Action item
Each line of the listing below should come back exactly as it is.

(Beginning of Input for this task)

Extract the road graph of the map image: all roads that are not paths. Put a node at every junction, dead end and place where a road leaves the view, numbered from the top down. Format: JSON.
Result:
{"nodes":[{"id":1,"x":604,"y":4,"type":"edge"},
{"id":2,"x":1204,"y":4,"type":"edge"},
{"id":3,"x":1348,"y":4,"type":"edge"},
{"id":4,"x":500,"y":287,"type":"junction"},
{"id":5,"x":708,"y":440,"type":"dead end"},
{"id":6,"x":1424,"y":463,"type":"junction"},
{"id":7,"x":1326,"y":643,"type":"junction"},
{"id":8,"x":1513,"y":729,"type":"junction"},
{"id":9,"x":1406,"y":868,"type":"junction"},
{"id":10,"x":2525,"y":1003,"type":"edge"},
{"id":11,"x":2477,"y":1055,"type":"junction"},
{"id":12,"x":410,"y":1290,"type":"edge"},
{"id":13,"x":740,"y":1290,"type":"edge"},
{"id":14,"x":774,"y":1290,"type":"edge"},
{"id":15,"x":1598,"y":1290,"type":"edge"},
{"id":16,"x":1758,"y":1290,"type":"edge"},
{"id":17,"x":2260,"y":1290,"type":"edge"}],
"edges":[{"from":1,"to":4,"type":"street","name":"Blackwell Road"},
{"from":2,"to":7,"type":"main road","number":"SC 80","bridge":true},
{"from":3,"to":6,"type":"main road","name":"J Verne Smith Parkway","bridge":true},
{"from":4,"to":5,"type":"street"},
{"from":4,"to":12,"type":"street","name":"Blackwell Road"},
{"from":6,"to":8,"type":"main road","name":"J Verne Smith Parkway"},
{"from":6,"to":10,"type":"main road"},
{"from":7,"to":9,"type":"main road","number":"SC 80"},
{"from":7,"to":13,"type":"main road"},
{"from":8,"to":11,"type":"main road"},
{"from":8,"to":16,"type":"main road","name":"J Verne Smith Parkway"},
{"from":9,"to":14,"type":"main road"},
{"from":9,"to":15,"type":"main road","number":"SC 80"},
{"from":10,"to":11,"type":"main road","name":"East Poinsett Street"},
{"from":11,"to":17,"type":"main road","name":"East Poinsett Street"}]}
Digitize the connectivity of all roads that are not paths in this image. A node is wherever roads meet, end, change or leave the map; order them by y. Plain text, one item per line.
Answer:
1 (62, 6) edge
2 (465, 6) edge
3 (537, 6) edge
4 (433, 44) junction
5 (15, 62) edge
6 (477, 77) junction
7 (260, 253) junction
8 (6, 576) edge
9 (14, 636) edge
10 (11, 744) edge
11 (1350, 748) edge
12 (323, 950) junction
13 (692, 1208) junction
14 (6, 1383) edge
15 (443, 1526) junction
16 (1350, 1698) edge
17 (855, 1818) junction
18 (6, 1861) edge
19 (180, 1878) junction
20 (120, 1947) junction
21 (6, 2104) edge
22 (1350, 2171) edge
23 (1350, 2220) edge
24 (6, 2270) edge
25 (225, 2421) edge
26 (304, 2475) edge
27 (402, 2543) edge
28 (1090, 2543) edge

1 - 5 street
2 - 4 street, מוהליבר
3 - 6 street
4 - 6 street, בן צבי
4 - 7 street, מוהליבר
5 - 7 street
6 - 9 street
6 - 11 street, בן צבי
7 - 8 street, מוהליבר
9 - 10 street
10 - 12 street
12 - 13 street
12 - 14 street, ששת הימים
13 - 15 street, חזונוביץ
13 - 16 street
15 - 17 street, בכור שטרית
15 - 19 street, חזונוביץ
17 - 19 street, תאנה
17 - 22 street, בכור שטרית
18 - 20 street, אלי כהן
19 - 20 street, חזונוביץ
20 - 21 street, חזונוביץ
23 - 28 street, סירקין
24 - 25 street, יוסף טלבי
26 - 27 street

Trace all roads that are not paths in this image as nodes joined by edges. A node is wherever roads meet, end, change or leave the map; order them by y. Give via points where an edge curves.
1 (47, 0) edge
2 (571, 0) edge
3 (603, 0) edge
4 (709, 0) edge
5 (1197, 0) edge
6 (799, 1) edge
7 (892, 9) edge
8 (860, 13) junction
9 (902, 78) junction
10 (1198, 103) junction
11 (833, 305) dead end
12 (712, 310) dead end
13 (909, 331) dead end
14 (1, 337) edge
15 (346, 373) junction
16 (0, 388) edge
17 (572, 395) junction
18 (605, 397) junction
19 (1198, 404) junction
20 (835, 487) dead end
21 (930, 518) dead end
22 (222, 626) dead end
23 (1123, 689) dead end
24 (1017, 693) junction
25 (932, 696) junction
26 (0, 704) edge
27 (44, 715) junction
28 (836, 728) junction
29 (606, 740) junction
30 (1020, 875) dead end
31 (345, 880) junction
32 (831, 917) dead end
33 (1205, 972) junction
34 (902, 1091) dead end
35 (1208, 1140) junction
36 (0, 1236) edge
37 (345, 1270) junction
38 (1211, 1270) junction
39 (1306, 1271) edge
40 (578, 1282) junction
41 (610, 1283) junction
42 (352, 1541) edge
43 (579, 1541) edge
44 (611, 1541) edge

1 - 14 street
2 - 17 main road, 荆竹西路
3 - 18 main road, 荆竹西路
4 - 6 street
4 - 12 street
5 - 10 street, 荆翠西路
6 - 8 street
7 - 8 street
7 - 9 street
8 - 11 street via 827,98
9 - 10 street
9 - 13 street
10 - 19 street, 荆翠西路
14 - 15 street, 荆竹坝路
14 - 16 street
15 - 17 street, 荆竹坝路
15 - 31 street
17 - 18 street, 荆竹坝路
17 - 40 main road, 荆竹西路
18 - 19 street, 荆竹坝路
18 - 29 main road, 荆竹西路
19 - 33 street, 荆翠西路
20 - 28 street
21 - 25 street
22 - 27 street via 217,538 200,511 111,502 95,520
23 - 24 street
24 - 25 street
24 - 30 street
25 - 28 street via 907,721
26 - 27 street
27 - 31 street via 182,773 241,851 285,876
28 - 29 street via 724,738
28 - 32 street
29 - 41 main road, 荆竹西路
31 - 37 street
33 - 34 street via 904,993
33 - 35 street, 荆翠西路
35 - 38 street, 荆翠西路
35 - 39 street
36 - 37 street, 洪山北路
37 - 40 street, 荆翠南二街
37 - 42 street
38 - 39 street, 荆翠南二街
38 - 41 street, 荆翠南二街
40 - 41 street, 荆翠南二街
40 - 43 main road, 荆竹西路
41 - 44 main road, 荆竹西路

(End of Input for this task)

Solution for this task
Extract the road graph of the map image: all roads that are not paths. Put a node at every junction, dead end and place where a road leaves the view, numbered from the top down. Format: JSON.
Result:
{"nodes":[{"id":1,"x":604,"y":4,"type":"edge"},
{"id":2,"x":1204,"y":4,"type":"edge"},
{"id":3,"x":1348,"y":4,"type":"edge"},
{"id":4,"x":500,"y":287,"type":"junction"},
{"id":5,"x":708,"y":440,"type":"dead end"},
{"id":6,"x":1424,"y":463,"type":"junction"},
{"id":7,"x":1326,"y":643,"type":"junction"},
{"id":8,"x":1513,"y":729,"type":"junction"},
{"id":9,"x":1406,"y":868,"type":"junction"},
{"id":10,"x":2525,"y":1003,"type":"edge"},
{"id":11,"x":2477,"y":1055,"type":"junction"},
{"id":12,"x":410,"y":1290,"type":"edge"},
{"id":13,"x":740,"y":1290,"type":"edge"},
{"id":14,"x":774,"y":1290,"type":"edge"},
{"id":15,"x":1598,"y":1290,"type":"edge"},
{"id":16,"x":1758,"y":1290,"type":"edge"},
{"id":17,"x":2260,"y":1290,"type":"edge"}],
"edges":[{"from":1,"to":4,"type":"street","name":"Blackwell Road"},
{"from":2,"to":7,"type":"main road","number":"SC 80","bridge":true},
{"from":3,"to":6,"type":"main road","name":"J Verne Smith Parkway","bridge":true},
{"from":4,"to":5,"type":"street"},
{"from":4,"to":12,"type":"street","name":"Blackwell Road"},
{"from":6,"to":8,"type":"main road","name":"J Verne Smith Parkway"},
{"from":6,"to":10,"type":"main road"},
{"from":7,"to":9,"type":"main road","number":"SC 80"},
{"from":7,"to":13,"type":"main road"},
{"from":8,"to":11,"type":"main road"},
{"from":8,"to":16,"type":"main road","name":"J Verne Smith Parkway"},
{"from":9,"to":14,"type":"main road"},
{"from":9,"to":15,"type":"main road","number":"SC 80"},
{"from":10,"to":11,"type":"main road","name":"East Poinsett Street"},
{"from":11,"to":17,"type":"main road","name":"East Poinsett Street"}]}
Digitize the connectivity of all roads that are not paths in this image. A node is wherever roads meet, end, change or leave the map; order them by y. Plain text, one item per line.
Answer:
1 (62, 6) edge
2 (465, 6) edge
3 (537, 6) edge
4 (433, 44) junction
5 (15, 62) edge
6 (477, 77) junction
7 (260, 253) junction
8 (6, 576) edge
9 (14, 636) edge
10 (11, 744) edge
11 (1350, 748) edge
12 (323, 950) junction
13 (692, 1208) junction
14 (6, 1383) edge
15 (443, 1526) junction
16 (1350, 1698) edge
17 (855, 1818) junction
18 (6, 1861) edge
19 (180, 1878) junction
20 (120, 1947) junction
21 (6, 2104) edge
22 (1350, 2171) edge
23 (1350, 2220) edge
24 (6, 2270) edge
25 (225, 2421) edge
26 (304, 2475) edge
27 (402, 2543) edge
28 (1090, 2543) edge

1 - 5 street
2 - 4 street, מוהליבר
3 - 6 street
4 - 6 street, בן צבי
4 - 7 street, מוהליבר
5 - 7 street
6 - 9 street
6 - 11 street, בן צבי
7 - 8 street, מוהליבר
9 - 10 street
10 - 12 street
12 - 13 street
12 - 14 street, ששת הימים
13 - 15 street, חזונוביץ
13 - 16 street
15 - 17 street, בכור שטרית
15 - 19 street, חזונוביץ
17 - 19 street, תאנה
17 - 22 street, בכור שטרית
18 - 20 street, אלי כהן
19 - 20 street, חזונוביץ
20 - 21 street, חזונוביץ
23 - 28 street, סירקין
24 - 25 street, יוסף טלבי
26 - 27 street

Trace all roads that are not paths in this image as nodes joined by edges. A node is wherever roads meet, end, change or leave the map; order them by y. Give via points where an edge curves.
1 (47, 0) edge
2 (571, 0) edge
3 (603, 0) edge
4 (709, 0) edge
5 (1197, 0) edge
6 (799, 1) edge
7 (892, 9) edge
8 (860, 13) junction
9 (902, 78) junction
10 (1198, 103) junction
11 (833, 305) dead end
12 (712, 310) dead end
13 (909, 331) dead end
14 (1, 337) edge
15 (346, 373) junction
16 (0, 388) edge
17 (572, 395) junction
18 (605, 397) junction
19 (1198, 404) junction
20 (835, 487) dead end
21 (930, 518) dead end
22 (222, 626) dead end
23 (1123, 689) dead end
24 (1017, 693) junction
25 (932, 696) junction
26 (0, 704) edge
27 (44, 715) junction
28 (836, 728) junction
29 (606, 740) junction
30 (1020, 875) dead end
31 (345, 880) junction
32 (831, 917) dead end
33 (1205, 972) junction
34 (902, 1091) dead end
35 (1208, 1140) junction
36 (0, 1236) edge
37 (345, 1270) junction
38 (1211, 1270) junction
39 (1306, 1271) edge
40 (578, 1282) junction
41 (610, 1283) junction
42 (352, 1541) edge
43 (579, 1541) edge
44 (611, 1541) edge

1 - 14 street
2 - 17 main road, 荆竹西路
3 - 18 main road, 荆竹西路
4 - 6 street
4 - 12 street
5 - 10 street, 荆翠西路
6 - 8 street
7 - 8 street
7 - 9 street
8 - 11 street via 827,98
9 - 10 street
9 - 13 street
10 - 19 street, 荆翠西路
14 - 15 street, 荆竹坝路
14 - 16 street
15 - 17 street, 荆竹坝路
15 - 31 street
17 - 18 street, 荆竹坝路
17 - 40 main road, 荆竹西路
18 - 19 street, 荆竹坝路
18 - 29 main road, 荆竹西路
19 - 33 street, 荆翠西路
20 - 28 street
21 - 25 street
22 - 27 street via 217,538 200,511 111,502 95,520
23 - 24 street
24 - 25 street
24 - 30 street
25 - 28 street via 907,721
26 - 27 street
27 - 31 street via 182,773 241,851 285,876
28 - 29 street via 724,738
28 - 32 street
29 - 41 main road, 荆竹西路
31 - 37 street
33 - 34 street via 904,993
33 - 35 street, 荆翠西路
35 - 38 street, 荆翠西路
35 - 39 street
36 - 37 street, 洪山北路
37 - 40 street, 荆翠南二街
37 - 42 street
38 - 39 street, 荆翠南二街
38 - 41 street, 荆翠南二街
40 - 41 street, 荆翠南二街
40 - 43 main road, 荆竹西路
41 - 44 main road, 荆竹西路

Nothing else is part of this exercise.